Trix leant forward.

“Is the scheme really important?” she queried, her eyes on his face.

“I don’t know,” he replied, watching her. “But my amusement is.”

“Amusement,” said Trix slowly.

“Yes, my amusement,” he repeated mockingly. “I’ve had none for fifteen years. For fifteen years I have lived here like a log, alone, solitary. Now I’ve got a little amusement in pretending to be dead.”

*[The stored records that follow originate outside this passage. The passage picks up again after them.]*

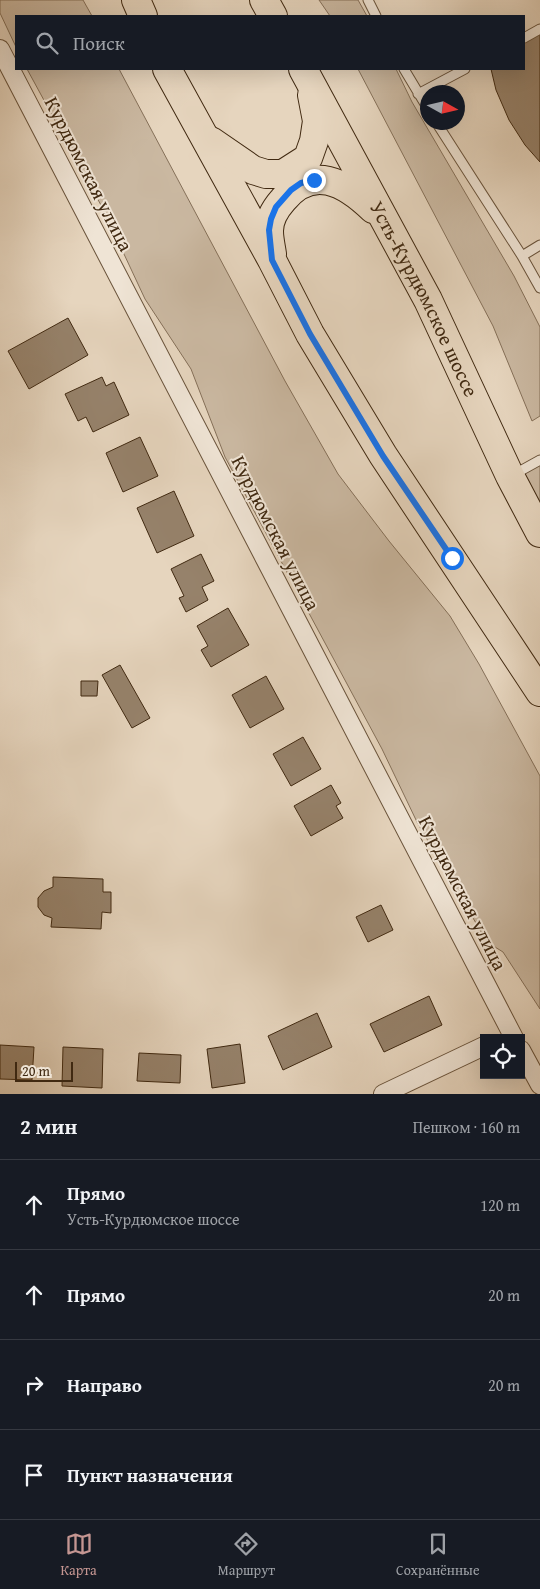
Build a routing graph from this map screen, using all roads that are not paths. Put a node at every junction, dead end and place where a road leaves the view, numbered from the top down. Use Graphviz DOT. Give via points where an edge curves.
graph roads {
  1 [pos="136,0"];
  2 [pos="264,0"];
  3 [pos="368,0"];
  4 [pos="143,15"];
  5 [pos="272,15"];
  6 [pos="376,15"];
  7 [pos="540,29"];
  8 [pos="525,37"];
  9 [pos="0,49"];
  10 [pos="168,70"];
  11 [pos="405,70"];
  12 [pos="463,70"];
  13 [pos="306,73"];
  14 [pos="418,94"];
  15 [pos="420,97"];
  16 [pos="441,130"];
  17 [pos="206,137"];
  18 [pos="385,220"];
  19 [pos="540,245"];
  20 [pos="522,256"];
  21 [pos="272,260"];
  22 [pos="540,288"];
  23 [pos="540,460"];
  24 [pos="510,476"];
  25 [pos="540,533"];
  26 [pos="540,692"];
  27 [pos="508,1034"];
  28 [pos="480,1048"];
  29 [pos="525,1057"];
  30 [pos="540,1085"];
  31 [pos="383,1094"];
  1 -- 4 [label="main road"];
  2 -- 5 [label="main road"];
  3 -- 6 [label="lane"];
  7 -- 8 [label="lane"];
  9 -- 27 [label="street, Курдюмская улица"];
  10 -- 17 [label="main road"];
  11 -- 14 [label="lane"];
  12 -- 14 [label="lane"];
  13 -- 17 [label="main road" via="317,121 308,158 296,167 283,174 253,170"];
  13 -- 18 [label="main road, Усть-Курдюмское шоссе"];
  14 -- 15 [label="lane"];
  16 -- 20 [label="lane"];
  17 -- 21 [label="main road"];
  18 -- 21 [label="main road" via="347,187 327,180 301,183 276,207 271,219"];
  18 -- 24 [label="main road, Усть-Курдюмское шоссе" via="428,300"];
  19 -- 20 [label="lane"];
  20 -- 22 [label="lane"];
  21 -- 26 [label="main road" via="310,334 383,456"];
  23 -- 24 [label="lane"];
  24 -- 25 [label="main road, Усть-Курдюмское шоссе"];
  28 -- 31 [label="street"];
  29 -- 30 [label="street"];
}
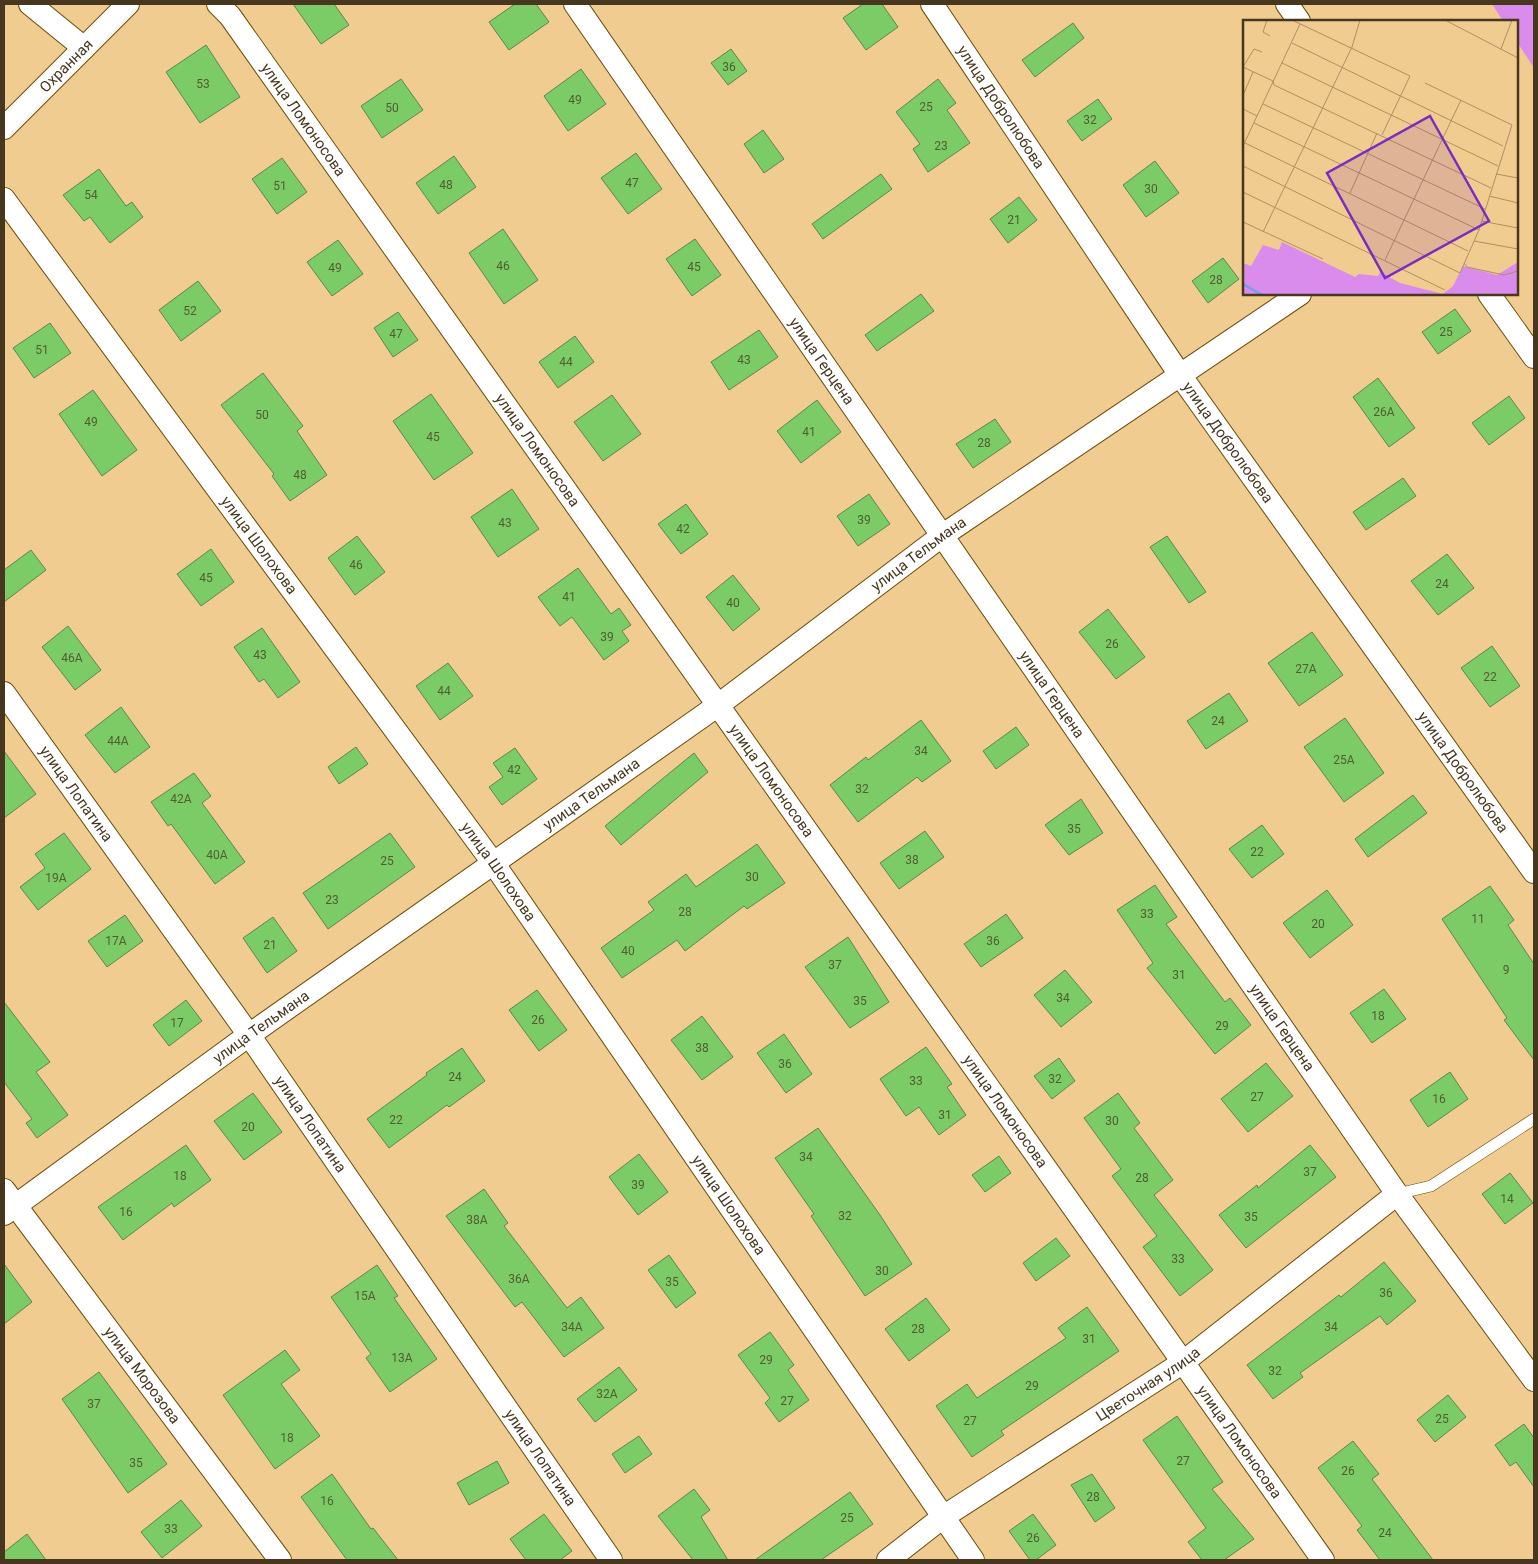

Trix shook her head. It sounded quite mad. Then she remembered Doctor Hilary’s words to her when she had met him at the gates of Chorley Old Hall last August. He knew it was mad, but it was saving Nicholas from being atrophied, so he had said. To Trix’s mind at least a dozen more satisfactory ways might have been found to accomplish that end. But every man to his own taste. Also it was quite possible that a brain which had been atrophied, or practically atrophied for fifteen years, was not particularly capable of conceiving anything more enlivening.

“But you needn’t have been a log for fifteen years,” she said suddenly.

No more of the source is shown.